What's the difference between feedback and praise, and does the distinction matter?
Feedback and praise are different in both form and function, and the distinction matters significantly for learning. Praise is evaluative and personal: 'You did a great job,' 'You're such a good writer,' 'This is excellent.' It tells students how you feel about their work but not what specifically made it good or how to replicate or extend it. Feedback is informational and specific: 'The comparison in your second paragraph creates a vivid image because it draws on sensory experience — that technique works well for descriptive writing.' Feedback tells students what they did and why it worked, which gives them something to generalize and replicate. Research consistently shows that praise without feedback often reduces intrinsic motivation over time, while specific, task-focused feedback builds the understanding of quality that allows students to evaluate and improve their own work.
Should students grade each other's work, or is that inappropriate?
Peer grading — assigning actual grades to other students' work — is generally less effective and more fraught than peer feedback.

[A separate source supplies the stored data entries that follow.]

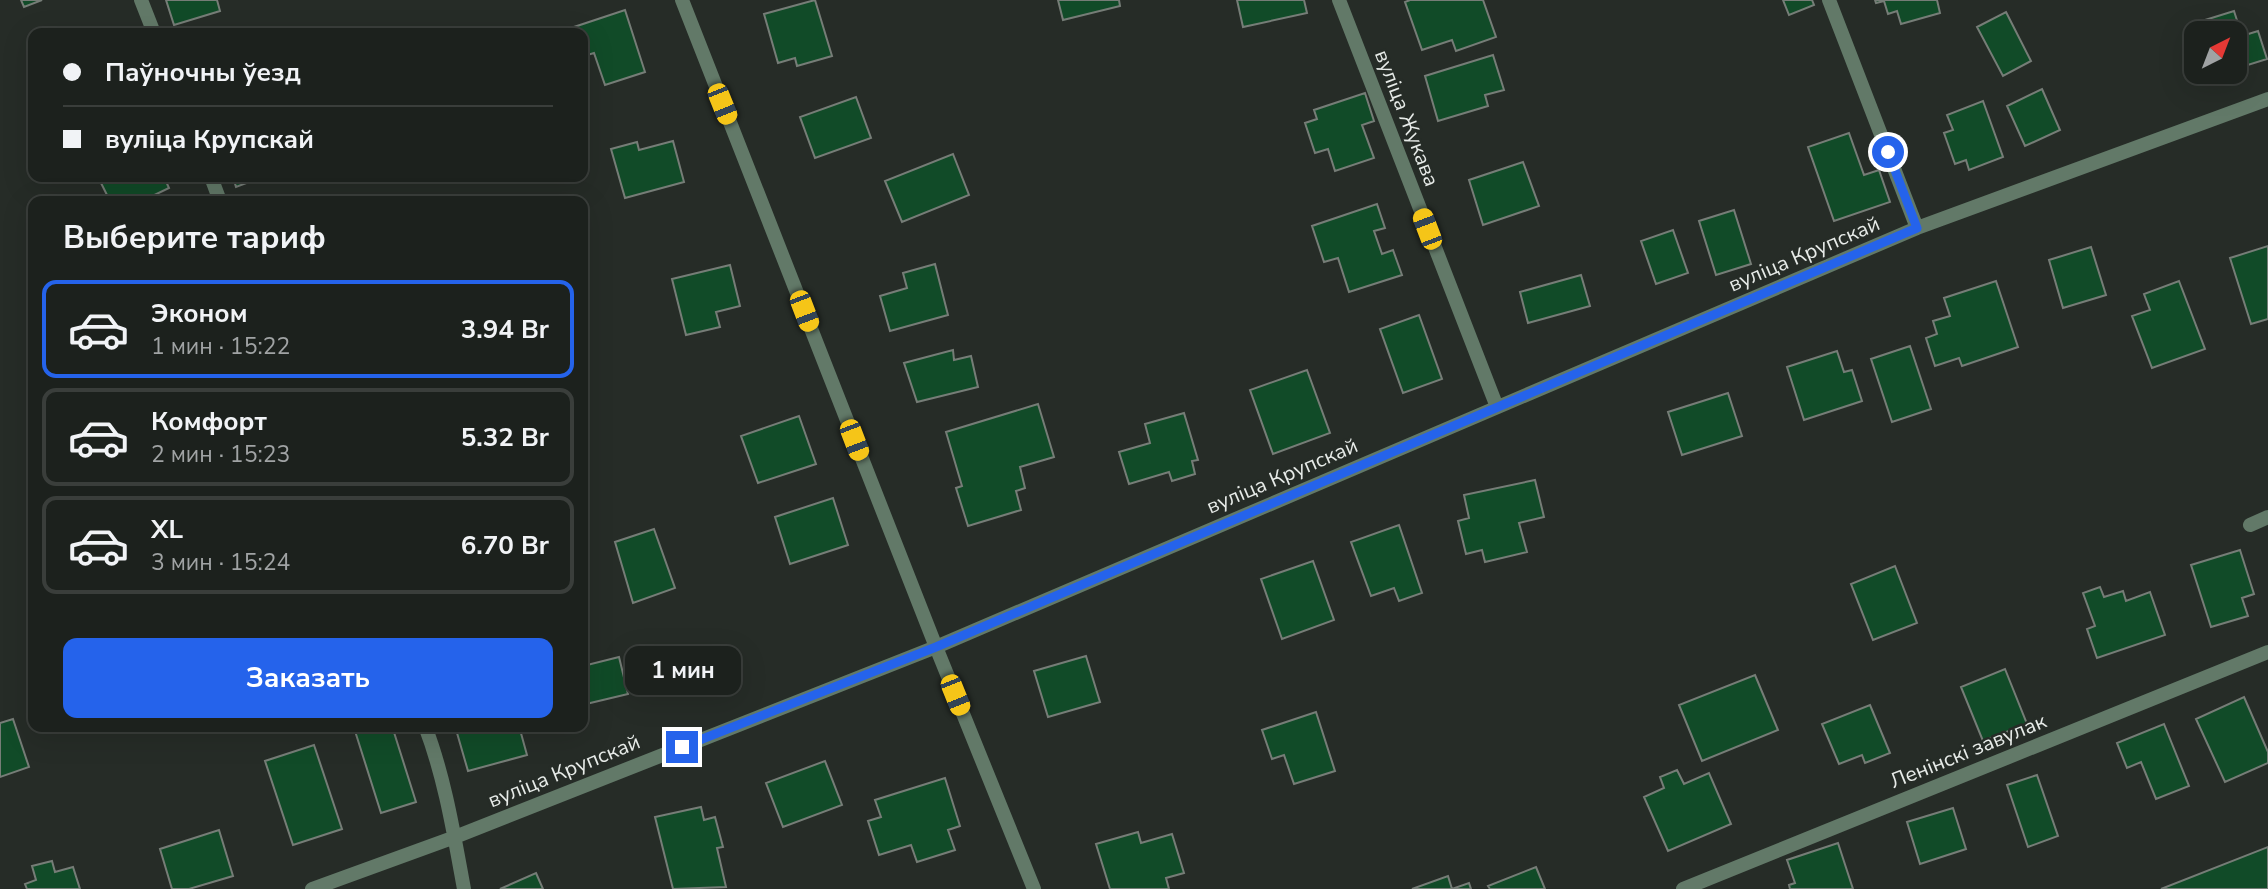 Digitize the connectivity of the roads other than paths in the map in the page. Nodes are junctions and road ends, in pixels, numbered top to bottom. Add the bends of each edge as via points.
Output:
1 (141, 0) edge
2 (682, 0) edge
3 (1339, 0) edge
4 (1829, 0) edge
5 (152, 28) edge
6 (2268, 99) edge
7 (1917, 228) junction
8 (1497, 407) junction
9 (2268, 517) edge
10 (2250, 525) dead end
11 (936, 647) junction
12 (2268, 652) edge
13 (427, 732) edge
14 (455, 837) junction
15 (312, 889) edge
16 (464, 889) edge
17 (1034, 889) edge
18 (1683, 889) edge

1 - 5 street
2 - 11 street
3 - 8 street, вуліца Жукава
4 - 7 street
6 - 7 street, вуліца Крупскай
7 - 8 street, вуліца Крупскай
8 - 11 street, вуліца Крупскай
9 - 10 street
11 - 14 street, вуліца Крупскай
11 - 17 street
12 - 18 street, Ленінскі завулак
13 - 14 street
14 - 15 street, вуліца Крупскай
14 - 16 street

Grades carry social weight that often makes peer grading feel like judgment rather than support, and students' grades often reflect social relationships and generosity rather than accurate assessment. Peer feedback, by contrast — specific, structured responses to another student's work that the teacher then uses to inform their own assessment — can be extremely valuable when properly structured. The useful design principle is: peers provide formative feedback to help the creator improve the work; the teacher provides the summative evaluation. This preserves the instructional function of peer review while keeping accountability for evaluation where it appropriately belongs.